Collected data entries
"""

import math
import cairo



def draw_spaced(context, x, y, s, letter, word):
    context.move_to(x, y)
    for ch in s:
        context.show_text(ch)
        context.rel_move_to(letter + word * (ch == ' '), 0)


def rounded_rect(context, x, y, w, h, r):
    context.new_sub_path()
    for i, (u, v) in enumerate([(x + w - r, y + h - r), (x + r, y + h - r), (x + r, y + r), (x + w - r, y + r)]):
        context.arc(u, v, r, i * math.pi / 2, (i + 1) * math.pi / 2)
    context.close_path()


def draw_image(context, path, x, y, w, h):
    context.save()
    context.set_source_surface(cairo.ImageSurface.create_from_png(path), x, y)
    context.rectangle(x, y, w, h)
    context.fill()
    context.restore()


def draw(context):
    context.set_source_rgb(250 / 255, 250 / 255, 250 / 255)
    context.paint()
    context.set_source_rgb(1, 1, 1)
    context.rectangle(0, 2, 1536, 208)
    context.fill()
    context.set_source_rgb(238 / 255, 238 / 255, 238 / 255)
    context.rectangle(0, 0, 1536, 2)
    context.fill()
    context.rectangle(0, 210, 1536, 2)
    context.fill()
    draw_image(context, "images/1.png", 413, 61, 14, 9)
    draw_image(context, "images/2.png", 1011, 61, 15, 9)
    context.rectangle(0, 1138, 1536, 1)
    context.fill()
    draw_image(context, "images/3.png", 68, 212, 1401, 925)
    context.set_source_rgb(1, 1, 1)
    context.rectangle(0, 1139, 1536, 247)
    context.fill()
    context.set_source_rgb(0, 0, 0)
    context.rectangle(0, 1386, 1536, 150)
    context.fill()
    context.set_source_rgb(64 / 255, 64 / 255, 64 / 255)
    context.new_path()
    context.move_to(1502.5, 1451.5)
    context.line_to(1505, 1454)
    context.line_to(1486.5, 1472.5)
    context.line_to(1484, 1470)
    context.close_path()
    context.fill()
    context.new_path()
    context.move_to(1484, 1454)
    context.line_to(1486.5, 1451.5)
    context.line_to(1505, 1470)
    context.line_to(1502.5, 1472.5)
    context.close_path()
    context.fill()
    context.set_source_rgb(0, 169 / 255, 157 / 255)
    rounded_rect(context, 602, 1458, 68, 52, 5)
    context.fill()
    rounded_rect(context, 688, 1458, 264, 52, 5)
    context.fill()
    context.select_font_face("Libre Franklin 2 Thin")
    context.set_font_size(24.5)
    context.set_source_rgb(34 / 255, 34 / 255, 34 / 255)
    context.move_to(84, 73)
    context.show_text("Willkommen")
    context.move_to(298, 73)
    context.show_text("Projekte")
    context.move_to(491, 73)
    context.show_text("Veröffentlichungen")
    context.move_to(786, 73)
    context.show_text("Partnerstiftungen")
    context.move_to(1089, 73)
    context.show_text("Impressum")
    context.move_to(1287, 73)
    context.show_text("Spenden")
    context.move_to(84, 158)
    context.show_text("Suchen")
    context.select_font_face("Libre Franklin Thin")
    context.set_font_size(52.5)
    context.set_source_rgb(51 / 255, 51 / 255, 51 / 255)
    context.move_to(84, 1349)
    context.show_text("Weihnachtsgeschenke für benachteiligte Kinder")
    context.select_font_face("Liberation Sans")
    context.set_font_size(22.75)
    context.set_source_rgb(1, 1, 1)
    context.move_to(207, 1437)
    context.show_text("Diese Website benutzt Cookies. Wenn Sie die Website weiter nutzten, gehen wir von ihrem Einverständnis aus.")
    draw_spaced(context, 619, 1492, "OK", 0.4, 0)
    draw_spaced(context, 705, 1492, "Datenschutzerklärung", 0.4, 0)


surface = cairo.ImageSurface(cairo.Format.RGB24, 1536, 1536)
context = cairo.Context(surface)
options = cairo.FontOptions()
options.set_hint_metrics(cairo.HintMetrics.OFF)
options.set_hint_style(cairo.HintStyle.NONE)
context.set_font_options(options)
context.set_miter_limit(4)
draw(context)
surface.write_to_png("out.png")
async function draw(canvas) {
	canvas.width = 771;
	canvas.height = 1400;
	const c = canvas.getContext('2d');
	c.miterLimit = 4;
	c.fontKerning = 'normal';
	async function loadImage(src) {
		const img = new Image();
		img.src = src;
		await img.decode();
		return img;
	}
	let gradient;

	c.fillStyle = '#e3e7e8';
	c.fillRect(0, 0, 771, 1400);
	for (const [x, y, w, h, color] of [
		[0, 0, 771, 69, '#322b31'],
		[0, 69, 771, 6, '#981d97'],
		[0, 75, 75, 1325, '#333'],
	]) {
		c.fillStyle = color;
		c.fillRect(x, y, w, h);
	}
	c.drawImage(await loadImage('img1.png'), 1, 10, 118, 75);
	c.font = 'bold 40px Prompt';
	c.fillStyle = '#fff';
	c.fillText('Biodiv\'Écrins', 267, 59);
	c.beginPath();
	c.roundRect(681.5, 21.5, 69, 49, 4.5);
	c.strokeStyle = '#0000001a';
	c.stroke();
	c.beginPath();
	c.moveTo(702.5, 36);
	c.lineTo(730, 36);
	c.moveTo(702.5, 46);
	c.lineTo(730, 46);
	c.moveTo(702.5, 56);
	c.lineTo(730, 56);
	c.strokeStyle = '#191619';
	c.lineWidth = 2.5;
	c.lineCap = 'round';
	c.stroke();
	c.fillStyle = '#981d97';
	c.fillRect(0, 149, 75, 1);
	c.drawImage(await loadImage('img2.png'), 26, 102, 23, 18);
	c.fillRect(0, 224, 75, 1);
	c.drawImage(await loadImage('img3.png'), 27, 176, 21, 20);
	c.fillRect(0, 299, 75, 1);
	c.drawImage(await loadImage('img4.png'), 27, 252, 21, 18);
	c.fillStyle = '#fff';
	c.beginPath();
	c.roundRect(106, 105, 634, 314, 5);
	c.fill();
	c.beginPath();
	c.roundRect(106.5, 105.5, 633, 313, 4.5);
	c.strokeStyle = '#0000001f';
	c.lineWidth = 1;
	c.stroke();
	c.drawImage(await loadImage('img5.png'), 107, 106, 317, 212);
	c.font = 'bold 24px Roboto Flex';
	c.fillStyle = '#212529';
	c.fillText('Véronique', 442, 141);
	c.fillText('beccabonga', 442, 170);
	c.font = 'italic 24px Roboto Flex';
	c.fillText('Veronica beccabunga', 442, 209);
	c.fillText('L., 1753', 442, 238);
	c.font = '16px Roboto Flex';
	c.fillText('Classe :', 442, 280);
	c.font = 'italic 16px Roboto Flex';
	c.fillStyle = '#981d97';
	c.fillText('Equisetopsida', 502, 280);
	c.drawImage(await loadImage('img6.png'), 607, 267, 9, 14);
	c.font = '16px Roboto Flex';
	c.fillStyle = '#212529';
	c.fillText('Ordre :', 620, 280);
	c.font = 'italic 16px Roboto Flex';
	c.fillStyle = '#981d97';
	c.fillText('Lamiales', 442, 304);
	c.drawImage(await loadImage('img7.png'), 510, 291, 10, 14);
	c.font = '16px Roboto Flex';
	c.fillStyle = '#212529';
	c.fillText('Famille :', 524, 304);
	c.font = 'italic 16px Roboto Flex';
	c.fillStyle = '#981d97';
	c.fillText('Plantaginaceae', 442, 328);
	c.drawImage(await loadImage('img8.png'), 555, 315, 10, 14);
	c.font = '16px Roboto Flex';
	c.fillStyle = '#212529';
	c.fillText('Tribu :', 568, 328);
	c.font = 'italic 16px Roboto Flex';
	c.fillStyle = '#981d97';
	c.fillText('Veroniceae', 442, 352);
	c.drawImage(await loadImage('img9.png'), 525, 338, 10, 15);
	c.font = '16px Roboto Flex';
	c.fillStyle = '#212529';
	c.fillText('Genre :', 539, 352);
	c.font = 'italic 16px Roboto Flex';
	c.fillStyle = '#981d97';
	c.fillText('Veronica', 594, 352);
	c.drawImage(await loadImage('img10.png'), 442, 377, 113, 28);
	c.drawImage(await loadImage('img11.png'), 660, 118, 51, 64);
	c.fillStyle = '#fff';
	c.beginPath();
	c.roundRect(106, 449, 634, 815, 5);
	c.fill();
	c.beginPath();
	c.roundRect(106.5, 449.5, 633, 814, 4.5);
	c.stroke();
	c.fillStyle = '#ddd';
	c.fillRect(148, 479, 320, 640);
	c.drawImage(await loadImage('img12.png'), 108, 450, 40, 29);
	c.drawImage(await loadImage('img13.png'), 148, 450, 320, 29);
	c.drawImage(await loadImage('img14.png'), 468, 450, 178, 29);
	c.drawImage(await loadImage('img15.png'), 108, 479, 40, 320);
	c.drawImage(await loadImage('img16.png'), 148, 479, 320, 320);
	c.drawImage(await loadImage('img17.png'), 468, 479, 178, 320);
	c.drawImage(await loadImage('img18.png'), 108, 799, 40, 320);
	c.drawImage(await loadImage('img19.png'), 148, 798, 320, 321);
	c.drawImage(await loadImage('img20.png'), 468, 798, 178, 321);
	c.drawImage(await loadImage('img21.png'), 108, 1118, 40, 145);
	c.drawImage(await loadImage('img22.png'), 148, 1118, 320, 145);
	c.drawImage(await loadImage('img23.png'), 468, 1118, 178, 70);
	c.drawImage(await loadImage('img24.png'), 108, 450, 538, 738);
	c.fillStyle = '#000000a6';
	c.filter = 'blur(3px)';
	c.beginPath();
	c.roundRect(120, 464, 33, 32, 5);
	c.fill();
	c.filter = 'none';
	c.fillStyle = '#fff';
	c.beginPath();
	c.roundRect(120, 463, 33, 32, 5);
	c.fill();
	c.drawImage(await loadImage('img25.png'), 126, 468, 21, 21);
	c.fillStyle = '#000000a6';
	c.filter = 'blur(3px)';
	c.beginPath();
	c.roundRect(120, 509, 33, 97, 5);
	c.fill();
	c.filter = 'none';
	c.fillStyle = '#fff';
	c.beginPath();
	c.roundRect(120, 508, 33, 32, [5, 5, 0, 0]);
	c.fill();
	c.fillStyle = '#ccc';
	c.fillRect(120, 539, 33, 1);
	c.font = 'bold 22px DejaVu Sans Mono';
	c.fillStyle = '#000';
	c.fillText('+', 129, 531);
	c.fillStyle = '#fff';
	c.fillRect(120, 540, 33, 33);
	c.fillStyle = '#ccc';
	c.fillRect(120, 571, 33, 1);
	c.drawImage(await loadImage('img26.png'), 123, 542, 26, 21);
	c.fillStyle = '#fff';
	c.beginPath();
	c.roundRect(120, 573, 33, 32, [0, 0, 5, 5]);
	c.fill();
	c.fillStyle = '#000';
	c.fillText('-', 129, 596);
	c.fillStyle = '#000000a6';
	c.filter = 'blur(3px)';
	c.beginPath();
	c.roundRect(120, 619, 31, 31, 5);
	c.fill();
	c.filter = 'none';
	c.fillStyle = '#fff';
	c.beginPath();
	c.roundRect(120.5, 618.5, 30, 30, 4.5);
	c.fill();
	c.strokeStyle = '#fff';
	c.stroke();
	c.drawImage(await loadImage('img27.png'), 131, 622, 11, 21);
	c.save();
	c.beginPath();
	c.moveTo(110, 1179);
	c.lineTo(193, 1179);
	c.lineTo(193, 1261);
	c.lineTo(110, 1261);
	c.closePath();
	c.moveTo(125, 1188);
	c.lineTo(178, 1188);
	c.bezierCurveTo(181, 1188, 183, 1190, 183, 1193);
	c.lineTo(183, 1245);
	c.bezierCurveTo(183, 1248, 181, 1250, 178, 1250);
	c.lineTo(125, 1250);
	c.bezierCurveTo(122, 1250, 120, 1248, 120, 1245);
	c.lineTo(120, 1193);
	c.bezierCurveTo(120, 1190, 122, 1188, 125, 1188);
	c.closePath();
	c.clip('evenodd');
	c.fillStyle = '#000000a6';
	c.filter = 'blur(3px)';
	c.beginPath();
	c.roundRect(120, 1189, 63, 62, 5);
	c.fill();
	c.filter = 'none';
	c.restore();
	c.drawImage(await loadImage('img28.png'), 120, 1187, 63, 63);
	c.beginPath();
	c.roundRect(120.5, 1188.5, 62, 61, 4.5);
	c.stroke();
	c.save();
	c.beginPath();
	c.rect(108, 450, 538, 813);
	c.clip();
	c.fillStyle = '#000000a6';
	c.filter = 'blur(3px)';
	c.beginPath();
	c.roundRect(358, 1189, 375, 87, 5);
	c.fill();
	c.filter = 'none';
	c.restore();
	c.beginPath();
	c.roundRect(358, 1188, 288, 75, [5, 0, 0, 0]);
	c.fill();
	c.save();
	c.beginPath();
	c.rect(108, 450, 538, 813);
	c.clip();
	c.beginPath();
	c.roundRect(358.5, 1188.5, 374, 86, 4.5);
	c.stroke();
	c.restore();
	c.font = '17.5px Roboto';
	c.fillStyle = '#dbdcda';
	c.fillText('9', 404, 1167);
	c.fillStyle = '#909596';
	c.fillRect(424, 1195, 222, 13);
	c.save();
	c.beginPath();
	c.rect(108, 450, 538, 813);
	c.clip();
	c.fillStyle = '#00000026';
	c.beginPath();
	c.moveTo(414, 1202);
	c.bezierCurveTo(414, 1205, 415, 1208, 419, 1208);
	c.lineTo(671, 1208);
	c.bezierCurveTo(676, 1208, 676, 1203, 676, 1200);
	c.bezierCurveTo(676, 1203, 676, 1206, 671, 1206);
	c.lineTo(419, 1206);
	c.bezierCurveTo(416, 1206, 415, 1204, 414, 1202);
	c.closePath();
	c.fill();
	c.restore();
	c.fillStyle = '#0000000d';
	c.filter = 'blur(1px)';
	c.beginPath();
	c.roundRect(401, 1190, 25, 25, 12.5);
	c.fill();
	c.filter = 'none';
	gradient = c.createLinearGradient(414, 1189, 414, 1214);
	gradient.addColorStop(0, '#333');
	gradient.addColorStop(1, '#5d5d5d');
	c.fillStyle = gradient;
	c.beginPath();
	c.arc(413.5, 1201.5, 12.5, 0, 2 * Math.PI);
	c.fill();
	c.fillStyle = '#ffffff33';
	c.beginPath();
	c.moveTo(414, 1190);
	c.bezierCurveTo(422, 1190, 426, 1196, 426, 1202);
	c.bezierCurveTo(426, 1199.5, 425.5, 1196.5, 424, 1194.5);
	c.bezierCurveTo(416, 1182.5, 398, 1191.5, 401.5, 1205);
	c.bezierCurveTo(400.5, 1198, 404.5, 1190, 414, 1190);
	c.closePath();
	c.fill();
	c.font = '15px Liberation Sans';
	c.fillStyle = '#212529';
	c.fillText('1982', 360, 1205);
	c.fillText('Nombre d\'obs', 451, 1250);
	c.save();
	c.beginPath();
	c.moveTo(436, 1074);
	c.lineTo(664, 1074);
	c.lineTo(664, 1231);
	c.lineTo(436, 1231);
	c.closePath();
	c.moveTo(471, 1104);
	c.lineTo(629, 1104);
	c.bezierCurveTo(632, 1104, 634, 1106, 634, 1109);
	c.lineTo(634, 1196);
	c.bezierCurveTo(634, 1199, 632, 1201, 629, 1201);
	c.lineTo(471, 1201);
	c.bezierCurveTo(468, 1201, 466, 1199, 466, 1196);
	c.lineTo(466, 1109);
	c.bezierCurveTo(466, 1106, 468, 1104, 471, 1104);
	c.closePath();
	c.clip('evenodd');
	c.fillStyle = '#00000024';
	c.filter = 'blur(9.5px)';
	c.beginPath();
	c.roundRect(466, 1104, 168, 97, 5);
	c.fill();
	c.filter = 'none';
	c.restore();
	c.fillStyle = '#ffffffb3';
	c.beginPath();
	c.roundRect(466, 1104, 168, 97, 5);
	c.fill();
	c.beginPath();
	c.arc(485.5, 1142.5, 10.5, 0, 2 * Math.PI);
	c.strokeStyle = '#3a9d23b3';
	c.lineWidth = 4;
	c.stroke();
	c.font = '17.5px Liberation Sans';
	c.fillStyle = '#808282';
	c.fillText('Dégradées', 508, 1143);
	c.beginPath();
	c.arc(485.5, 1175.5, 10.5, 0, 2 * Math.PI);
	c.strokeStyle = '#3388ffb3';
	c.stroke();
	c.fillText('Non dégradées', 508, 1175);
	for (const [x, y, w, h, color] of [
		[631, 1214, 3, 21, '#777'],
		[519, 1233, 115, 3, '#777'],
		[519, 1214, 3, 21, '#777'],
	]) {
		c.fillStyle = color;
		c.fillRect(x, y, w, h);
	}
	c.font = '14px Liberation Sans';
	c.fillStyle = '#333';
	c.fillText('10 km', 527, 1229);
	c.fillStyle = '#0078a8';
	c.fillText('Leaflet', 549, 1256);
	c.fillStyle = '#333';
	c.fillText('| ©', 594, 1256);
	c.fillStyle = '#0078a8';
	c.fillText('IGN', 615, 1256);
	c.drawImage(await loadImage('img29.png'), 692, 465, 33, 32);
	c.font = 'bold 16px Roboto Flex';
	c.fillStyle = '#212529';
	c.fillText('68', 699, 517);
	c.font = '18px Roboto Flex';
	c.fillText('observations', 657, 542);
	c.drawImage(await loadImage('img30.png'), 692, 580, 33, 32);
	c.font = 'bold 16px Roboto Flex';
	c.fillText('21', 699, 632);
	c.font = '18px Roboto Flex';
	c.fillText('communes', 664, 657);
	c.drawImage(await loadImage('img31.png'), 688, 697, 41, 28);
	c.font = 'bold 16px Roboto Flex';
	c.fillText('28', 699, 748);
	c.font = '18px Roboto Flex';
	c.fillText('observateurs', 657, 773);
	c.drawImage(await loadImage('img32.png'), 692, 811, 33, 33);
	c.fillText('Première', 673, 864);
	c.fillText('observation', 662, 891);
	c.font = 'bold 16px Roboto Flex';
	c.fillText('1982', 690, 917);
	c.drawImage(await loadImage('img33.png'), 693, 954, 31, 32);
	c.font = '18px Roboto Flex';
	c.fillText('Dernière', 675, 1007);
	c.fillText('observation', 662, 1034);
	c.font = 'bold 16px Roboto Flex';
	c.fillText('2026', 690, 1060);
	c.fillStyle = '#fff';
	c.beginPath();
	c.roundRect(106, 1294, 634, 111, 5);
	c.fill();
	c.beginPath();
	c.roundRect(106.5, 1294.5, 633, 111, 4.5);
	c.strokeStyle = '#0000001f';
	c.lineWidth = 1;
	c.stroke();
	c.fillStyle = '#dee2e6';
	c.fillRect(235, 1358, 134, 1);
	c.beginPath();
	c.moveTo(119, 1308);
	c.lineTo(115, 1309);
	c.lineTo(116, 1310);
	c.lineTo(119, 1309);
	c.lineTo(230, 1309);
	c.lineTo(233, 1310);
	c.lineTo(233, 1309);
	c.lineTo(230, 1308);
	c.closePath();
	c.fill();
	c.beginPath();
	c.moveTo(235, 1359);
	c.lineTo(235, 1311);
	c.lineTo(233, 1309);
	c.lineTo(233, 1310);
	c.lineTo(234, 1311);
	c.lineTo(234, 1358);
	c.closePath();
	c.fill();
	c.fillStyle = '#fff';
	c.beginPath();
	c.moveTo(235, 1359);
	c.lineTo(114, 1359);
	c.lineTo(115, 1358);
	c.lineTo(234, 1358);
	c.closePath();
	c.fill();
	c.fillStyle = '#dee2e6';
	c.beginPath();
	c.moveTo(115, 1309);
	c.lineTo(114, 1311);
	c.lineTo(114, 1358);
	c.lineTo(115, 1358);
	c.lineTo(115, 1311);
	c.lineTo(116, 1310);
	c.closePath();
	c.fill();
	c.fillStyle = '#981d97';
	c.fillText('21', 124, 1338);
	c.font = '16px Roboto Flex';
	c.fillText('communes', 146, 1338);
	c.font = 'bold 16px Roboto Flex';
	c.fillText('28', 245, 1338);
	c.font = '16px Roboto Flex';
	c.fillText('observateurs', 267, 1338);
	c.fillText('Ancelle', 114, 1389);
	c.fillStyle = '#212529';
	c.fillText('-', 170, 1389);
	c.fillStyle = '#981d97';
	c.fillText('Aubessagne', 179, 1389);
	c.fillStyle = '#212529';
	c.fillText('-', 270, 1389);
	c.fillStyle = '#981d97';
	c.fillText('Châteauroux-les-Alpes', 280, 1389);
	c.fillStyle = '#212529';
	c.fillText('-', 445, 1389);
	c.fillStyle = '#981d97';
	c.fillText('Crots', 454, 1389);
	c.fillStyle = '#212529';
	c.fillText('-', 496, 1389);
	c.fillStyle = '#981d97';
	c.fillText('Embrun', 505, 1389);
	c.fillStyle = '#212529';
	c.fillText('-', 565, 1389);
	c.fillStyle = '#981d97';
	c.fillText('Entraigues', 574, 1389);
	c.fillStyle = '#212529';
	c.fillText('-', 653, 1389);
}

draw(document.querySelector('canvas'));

"""

| What you need to do |
The answer must be a single number: how many lines of the data include the string "Libre".

| Task answer |
2